▸ **PROMPT**
Entries follow. Return each line that contains the word "above".

▸ **DATA SUPPLIED**
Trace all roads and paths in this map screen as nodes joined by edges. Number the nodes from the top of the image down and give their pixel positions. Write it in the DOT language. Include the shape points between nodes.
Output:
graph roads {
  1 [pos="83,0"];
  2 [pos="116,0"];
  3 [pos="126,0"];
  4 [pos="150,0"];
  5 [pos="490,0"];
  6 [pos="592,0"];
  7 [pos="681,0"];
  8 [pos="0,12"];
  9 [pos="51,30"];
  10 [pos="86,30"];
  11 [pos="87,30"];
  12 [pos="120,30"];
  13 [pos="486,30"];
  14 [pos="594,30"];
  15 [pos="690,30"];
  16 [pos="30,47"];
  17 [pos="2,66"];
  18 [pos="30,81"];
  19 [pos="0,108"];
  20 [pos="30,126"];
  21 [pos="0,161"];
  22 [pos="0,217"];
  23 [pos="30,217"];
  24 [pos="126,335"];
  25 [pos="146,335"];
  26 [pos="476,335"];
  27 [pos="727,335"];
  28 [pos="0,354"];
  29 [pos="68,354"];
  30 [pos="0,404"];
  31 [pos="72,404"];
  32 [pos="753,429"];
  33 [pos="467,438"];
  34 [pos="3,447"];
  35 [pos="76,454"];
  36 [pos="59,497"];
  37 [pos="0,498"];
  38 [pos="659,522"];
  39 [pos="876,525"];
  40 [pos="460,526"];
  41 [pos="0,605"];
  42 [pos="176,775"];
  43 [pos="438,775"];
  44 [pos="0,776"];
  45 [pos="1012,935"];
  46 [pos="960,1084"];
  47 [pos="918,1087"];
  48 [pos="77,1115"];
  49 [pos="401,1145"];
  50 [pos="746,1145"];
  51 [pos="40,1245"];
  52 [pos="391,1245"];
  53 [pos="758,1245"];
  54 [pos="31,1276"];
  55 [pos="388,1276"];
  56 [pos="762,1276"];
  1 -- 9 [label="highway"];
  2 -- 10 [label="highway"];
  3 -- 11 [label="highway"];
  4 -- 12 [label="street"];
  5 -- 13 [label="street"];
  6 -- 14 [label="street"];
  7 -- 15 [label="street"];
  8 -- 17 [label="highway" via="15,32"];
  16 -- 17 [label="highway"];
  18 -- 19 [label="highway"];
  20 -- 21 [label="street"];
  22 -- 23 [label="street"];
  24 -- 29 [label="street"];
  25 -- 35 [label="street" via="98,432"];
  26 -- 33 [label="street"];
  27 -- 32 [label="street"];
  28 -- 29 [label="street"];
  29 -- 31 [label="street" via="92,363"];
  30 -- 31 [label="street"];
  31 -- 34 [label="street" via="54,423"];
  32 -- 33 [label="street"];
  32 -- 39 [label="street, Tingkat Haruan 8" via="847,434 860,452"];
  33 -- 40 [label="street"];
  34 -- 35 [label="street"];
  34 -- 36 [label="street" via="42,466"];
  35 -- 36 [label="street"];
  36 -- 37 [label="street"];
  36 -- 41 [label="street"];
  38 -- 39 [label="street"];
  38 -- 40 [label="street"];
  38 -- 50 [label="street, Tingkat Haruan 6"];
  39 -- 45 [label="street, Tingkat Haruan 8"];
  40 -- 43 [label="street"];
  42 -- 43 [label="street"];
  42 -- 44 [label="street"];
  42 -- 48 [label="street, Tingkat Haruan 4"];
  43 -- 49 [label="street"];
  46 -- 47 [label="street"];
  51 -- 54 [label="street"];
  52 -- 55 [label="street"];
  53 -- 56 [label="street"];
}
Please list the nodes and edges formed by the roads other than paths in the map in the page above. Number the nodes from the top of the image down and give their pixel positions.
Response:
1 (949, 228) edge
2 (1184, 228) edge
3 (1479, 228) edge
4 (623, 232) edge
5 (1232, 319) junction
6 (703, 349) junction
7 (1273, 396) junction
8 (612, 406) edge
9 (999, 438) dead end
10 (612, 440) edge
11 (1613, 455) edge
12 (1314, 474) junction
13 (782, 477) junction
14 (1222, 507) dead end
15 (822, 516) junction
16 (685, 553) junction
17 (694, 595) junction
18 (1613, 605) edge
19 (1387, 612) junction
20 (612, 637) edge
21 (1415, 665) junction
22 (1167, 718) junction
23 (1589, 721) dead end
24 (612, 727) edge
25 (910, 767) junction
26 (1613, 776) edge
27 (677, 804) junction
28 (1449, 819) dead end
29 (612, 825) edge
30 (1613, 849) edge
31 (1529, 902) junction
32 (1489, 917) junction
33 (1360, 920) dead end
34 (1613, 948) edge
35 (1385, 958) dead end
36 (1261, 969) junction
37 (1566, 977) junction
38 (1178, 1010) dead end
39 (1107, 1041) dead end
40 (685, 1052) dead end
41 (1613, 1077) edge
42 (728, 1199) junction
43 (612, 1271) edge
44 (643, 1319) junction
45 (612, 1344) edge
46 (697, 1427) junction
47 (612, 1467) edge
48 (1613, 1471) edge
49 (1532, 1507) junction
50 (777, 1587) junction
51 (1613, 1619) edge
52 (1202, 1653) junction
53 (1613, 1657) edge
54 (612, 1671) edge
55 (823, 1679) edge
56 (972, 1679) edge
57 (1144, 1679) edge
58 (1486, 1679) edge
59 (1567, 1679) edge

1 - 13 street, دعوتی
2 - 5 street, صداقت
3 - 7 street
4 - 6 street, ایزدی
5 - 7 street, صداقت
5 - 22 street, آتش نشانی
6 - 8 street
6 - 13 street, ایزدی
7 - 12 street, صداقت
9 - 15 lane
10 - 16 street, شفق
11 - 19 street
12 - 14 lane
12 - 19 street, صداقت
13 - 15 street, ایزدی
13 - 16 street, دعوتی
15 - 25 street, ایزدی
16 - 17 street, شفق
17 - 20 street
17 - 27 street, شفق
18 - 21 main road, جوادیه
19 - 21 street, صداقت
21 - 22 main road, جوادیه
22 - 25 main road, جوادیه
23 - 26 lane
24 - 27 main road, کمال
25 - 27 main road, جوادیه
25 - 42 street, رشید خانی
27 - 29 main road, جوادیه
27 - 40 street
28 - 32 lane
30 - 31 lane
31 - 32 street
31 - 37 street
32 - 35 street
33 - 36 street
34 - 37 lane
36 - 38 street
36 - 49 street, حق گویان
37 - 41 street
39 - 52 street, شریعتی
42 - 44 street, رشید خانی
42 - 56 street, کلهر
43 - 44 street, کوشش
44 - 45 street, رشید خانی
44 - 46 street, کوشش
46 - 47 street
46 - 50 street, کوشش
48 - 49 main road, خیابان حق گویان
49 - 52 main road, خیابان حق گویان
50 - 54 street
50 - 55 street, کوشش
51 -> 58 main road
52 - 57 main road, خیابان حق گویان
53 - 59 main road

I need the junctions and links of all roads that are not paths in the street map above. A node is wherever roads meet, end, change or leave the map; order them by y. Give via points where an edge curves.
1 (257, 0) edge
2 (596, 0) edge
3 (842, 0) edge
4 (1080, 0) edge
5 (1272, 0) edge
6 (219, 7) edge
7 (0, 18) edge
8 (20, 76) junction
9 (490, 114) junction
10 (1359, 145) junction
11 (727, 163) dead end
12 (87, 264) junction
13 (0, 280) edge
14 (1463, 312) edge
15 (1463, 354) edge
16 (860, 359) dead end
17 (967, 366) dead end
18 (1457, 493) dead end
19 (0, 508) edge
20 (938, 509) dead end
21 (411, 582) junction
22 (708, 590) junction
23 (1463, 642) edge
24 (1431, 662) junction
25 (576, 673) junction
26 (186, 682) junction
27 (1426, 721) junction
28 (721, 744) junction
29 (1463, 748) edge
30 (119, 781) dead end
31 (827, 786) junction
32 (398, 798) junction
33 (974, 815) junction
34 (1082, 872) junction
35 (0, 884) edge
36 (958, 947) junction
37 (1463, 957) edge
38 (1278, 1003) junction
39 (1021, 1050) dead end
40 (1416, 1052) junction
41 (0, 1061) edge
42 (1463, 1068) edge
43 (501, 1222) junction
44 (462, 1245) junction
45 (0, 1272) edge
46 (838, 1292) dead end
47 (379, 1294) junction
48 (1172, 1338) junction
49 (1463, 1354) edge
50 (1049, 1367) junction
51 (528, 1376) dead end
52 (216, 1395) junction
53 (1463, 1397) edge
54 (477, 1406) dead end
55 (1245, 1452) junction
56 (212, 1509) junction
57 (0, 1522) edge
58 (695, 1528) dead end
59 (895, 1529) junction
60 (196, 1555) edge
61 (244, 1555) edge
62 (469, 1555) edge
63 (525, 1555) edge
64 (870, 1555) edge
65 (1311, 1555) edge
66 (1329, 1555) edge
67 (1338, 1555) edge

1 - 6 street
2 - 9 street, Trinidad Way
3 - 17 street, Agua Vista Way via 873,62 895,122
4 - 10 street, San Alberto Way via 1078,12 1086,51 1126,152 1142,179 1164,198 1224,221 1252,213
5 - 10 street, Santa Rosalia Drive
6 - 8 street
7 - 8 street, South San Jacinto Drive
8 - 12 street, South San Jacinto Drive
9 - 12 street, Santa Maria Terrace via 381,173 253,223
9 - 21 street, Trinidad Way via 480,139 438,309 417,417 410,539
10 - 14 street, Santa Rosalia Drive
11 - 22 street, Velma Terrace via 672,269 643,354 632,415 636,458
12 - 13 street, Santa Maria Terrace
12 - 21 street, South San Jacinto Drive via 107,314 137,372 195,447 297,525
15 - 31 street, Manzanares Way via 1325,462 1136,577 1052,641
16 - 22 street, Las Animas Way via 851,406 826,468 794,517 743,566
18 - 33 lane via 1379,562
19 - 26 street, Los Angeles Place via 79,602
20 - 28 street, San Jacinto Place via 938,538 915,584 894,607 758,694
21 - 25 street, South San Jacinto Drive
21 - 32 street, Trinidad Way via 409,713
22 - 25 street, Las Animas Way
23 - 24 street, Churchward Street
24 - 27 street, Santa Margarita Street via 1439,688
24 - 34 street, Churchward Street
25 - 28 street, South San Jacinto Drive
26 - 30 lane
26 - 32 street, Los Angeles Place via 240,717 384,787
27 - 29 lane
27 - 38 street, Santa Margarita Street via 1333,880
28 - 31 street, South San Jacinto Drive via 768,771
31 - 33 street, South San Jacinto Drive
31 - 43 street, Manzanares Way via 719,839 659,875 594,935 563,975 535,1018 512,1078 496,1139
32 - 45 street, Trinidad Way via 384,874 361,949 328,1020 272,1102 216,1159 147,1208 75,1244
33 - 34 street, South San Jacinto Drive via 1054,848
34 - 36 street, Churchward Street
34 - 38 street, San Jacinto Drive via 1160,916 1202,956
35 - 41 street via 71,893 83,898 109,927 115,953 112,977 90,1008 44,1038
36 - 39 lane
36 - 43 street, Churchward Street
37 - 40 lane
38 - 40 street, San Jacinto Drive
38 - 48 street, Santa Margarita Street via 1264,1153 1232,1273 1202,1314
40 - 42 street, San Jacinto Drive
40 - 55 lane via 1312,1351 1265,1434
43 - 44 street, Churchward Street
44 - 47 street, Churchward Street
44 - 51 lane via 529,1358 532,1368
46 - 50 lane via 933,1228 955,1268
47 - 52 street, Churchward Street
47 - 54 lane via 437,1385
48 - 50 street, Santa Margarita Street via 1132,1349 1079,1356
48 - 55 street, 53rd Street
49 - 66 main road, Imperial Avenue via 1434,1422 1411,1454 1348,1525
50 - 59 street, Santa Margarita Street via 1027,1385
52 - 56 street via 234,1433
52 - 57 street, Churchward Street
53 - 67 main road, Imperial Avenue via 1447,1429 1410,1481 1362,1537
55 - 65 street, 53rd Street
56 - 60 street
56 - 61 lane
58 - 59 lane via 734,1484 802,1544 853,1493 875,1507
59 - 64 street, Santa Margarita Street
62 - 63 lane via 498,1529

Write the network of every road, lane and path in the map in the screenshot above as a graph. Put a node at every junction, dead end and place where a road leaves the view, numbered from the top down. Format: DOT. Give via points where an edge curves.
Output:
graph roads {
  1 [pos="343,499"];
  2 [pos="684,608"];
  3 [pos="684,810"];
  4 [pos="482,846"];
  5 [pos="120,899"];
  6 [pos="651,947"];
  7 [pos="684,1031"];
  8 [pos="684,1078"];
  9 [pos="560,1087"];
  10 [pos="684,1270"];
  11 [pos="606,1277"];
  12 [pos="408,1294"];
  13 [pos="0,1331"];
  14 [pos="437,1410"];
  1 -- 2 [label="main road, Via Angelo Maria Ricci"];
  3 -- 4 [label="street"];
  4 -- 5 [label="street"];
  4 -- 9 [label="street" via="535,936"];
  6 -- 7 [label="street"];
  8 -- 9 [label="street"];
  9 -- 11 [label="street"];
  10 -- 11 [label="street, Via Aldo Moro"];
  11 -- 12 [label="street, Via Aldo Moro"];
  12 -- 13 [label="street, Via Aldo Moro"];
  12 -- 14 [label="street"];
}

▸ **TASK OUTPUT**
Please list the nodes and edges formed by the roads other than paths in the map in the page above. Number the nodes from the top of the image down and give their pixel positions.
I need the junctions and links of all roads that are not paths in the street map above. A node is wherever roads meet, end, change or leave the map; order them by y. Give via points where an edge curves.
Write the network of every road, lane and path in the map in the screenshot above as a graph. Put a node at every junction, dead end and place where a road leaves the view, numbered from the top down. Format: DOT. Give via points where an edge curves.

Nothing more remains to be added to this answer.